The results of the year-long investigation produced 25 separate articles in Thursday’s paper and seven pages more on Friday. The inquiry has been masterminded by award-winning journalist Nick Davies, the author of Flat Earth News who was one of the acclaimed guests at the Melbourne Writers’ Festival last August.
In fact, The Guardian has published only a fraction of what its reporters have dug up. Under the wily hand of editor Alan Rusbridger the paper has obviously decided to roast News International slowly and build public opinion.
In 2007, Clive Goodman, the News of the World’s royal correspondent, and private security agent Glenn Mulcaire were jailed for illegally obtaining information after being caught redhanded trying to access the phones of members of the royal household.
As a result, News of the World editor Andy Coulson fell on his sword and went off to become communications director to the Tory leader David Cameron, the man most likely to become Britain’s next Prime Minister.
Although a parliamentary committee was told Goodman was “a rotten apple”, everyone in the media believes he was “a patsy”.
So far The Guardian has established an unassailable case that the News of the World, and probably its sister paper the Sun, have been engaged in systematic criminal behavior to obtain confidential information to fuel its celebrity-driven news pages.

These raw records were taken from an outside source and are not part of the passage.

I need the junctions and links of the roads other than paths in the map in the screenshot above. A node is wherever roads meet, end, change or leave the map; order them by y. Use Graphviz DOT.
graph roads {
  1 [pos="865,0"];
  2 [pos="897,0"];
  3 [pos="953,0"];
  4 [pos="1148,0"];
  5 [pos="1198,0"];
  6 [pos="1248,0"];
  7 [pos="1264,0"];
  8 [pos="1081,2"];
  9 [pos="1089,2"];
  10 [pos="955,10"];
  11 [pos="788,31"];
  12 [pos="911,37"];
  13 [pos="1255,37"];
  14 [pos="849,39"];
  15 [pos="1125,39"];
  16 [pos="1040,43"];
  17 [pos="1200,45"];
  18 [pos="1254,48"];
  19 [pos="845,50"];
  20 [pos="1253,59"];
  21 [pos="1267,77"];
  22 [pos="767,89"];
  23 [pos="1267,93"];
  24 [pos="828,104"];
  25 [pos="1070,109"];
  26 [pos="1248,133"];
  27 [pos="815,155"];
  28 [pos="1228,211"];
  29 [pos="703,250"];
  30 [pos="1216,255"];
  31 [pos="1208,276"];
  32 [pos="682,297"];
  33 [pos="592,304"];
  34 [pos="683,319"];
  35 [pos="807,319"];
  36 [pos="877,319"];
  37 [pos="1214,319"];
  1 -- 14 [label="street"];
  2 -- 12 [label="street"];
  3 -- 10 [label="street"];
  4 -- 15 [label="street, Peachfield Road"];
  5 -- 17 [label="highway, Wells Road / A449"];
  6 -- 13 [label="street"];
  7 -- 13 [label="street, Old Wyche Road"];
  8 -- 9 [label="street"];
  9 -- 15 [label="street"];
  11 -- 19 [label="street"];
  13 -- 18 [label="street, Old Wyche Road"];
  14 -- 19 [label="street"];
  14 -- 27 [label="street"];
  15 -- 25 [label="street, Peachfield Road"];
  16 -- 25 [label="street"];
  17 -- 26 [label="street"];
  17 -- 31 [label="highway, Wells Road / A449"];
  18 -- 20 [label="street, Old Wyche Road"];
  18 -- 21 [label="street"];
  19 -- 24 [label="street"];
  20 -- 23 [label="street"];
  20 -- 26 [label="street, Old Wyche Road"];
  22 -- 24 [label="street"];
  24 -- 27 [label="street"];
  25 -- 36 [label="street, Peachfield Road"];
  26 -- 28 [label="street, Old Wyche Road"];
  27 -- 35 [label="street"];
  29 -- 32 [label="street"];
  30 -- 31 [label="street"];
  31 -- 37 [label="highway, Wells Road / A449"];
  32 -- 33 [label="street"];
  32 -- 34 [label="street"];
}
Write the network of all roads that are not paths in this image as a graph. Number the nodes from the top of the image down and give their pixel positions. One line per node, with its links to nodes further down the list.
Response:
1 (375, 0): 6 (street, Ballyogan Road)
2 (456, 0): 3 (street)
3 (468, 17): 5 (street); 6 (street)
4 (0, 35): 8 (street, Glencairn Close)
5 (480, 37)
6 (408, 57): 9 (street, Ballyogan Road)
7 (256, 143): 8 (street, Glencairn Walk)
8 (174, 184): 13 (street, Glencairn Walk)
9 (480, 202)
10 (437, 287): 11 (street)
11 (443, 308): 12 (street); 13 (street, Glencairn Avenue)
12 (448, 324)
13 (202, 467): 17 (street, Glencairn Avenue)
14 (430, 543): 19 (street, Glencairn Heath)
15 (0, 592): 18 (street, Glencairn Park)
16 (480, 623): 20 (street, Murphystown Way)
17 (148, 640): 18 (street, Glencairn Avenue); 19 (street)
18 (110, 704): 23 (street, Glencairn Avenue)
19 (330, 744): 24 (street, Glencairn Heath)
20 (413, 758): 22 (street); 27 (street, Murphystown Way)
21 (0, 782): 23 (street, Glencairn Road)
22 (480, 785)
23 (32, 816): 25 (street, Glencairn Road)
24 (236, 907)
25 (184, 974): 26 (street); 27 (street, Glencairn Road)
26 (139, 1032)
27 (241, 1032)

However, the establishment institutions which are supposed to monitor these issues — Scotland Yard, the Director of Public Prosecutions and the Press Complaints Commission — seem to have given only perfunctory consideration to the media group’s misbehavior.

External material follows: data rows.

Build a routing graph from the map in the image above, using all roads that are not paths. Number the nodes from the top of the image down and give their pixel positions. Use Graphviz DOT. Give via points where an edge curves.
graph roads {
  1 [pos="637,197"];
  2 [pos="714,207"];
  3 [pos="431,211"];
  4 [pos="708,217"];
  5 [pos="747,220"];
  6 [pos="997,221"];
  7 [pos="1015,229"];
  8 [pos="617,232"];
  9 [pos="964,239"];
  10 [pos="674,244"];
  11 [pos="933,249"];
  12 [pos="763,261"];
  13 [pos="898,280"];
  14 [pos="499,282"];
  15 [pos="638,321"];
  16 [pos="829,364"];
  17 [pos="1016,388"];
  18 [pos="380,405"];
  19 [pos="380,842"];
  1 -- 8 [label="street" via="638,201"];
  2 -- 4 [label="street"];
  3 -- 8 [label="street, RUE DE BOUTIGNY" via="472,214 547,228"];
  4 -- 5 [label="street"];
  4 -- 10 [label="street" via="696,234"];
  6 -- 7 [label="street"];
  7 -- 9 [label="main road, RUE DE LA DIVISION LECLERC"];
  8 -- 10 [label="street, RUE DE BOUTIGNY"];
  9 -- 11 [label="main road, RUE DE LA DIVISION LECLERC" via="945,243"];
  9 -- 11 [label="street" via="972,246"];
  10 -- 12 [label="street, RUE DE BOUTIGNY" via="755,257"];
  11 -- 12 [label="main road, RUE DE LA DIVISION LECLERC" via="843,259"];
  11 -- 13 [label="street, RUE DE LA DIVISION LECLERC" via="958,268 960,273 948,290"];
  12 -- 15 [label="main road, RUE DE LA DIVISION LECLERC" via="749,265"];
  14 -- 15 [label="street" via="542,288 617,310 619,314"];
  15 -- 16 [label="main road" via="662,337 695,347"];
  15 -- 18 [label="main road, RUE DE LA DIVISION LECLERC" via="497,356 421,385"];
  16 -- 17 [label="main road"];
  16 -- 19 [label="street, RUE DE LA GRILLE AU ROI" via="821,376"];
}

As Private Eye co-founder and editor of The Oldie Richard Ingrams said, “It is perfectly clear that the News of the World has broken the law and equally clear that the police don’t want to do anything about it.”
However, a House of Commons all-party committee is now taking a keen interest in The Guardian allegations and whether there has been a cover-up. One matter which is exciting MPs is whether News International journalists have been paying police officers significant sums of money for information on celebrities — their unlisted phone numbers, tracing car registration numbers and accessing criminal records.
Around London nightclubs, restaurants and bars, the celebrities who have fallen victim to snoops from News International papers are hoping that their torment will be avenged and that other editorial executives will follow Clive Goodman into the slammer.
They are also calling their lawyers and asking the price of legal action to extract damages following News International’s admission that it paid more than $1.4 million to settle a law suit brought by Gordon Taylor, CEO of the Professional Footballers’ Association.
Dumbing down newspapers — and editorial staff — may yet come at a very high price for News shareholders.